● Action item: From the material that follows, please give the number of lines containing the string "edges", and that number alone.

● Data to use:
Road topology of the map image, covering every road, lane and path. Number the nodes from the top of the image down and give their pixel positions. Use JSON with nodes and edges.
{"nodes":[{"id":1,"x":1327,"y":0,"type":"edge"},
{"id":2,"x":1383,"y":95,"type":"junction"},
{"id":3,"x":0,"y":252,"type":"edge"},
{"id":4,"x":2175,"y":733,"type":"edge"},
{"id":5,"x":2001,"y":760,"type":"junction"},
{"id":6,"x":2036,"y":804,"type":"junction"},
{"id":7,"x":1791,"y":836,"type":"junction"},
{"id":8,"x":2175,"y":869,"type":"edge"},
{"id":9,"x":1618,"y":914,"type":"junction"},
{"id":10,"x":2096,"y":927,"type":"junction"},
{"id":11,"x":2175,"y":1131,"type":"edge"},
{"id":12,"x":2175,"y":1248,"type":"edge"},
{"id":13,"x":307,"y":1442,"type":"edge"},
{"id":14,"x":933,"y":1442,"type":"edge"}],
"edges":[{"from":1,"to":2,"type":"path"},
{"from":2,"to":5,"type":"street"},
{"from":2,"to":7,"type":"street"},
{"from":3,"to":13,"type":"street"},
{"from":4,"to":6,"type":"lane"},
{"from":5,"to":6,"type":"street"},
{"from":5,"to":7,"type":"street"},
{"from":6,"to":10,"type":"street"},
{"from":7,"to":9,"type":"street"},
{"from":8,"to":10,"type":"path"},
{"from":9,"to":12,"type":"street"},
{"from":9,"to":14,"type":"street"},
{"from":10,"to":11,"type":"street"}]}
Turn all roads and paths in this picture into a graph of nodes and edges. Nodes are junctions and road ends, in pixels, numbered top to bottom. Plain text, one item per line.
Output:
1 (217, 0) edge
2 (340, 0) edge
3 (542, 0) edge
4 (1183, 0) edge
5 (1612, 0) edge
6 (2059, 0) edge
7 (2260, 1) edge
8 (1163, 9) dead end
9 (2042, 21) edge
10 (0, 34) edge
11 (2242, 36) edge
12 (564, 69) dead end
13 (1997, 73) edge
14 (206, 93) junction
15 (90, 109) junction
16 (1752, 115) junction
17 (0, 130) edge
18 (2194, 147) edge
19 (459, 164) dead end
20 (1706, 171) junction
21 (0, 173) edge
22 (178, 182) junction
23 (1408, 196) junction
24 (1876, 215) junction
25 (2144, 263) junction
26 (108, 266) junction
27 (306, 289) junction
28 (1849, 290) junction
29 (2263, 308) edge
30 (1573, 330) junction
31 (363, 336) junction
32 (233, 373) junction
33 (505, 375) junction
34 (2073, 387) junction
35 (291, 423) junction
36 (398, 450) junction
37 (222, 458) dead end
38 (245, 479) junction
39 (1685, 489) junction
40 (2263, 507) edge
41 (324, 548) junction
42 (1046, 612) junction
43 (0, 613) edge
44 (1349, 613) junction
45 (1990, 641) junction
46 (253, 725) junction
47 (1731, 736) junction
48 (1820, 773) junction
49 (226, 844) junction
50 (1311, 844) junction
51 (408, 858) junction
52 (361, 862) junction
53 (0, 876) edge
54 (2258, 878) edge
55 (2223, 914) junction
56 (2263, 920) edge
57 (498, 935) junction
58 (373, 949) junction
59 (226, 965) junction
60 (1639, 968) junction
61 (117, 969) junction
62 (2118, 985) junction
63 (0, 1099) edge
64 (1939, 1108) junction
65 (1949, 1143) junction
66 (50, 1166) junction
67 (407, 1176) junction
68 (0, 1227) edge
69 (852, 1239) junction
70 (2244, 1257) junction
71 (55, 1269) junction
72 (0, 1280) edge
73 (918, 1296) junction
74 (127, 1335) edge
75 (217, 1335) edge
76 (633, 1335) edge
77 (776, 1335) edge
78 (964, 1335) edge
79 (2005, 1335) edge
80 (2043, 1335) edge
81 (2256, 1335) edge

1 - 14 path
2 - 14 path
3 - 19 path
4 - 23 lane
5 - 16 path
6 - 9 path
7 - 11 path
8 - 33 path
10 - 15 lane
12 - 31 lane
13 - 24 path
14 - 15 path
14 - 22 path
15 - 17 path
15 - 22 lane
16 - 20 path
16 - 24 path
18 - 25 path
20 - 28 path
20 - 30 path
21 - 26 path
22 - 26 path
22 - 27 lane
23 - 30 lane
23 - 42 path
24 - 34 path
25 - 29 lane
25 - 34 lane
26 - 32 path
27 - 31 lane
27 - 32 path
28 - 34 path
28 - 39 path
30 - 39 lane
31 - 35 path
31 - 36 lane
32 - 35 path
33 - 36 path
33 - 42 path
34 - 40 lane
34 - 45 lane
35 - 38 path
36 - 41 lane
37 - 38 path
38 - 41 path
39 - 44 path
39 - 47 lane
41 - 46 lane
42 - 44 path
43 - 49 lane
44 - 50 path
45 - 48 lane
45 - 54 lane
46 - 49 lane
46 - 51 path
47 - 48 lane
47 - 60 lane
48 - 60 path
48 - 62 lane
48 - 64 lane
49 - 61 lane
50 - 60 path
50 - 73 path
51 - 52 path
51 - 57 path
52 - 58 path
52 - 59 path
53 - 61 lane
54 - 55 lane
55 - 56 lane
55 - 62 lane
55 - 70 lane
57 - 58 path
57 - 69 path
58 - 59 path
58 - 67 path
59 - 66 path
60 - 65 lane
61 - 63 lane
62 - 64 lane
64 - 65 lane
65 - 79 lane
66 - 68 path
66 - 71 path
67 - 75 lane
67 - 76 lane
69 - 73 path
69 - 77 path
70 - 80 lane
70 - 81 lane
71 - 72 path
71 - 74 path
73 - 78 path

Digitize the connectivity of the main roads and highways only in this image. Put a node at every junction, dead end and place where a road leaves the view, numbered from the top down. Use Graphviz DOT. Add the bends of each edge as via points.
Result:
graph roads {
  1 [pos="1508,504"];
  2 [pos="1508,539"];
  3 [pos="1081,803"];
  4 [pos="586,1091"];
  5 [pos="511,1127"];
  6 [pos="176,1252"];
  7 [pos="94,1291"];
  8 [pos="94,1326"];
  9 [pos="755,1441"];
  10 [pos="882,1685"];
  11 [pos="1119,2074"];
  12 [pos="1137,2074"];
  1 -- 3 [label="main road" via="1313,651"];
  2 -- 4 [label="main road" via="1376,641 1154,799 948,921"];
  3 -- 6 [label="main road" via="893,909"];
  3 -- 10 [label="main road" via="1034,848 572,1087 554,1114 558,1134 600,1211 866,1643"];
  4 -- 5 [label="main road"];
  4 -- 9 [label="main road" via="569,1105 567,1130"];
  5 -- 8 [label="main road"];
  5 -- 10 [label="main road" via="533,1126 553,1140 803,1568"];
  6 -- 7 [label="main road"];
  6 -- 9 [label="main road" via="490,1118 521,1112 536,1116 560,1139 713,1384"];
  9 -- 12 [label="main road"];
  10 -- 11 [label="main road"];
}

● Result below: 3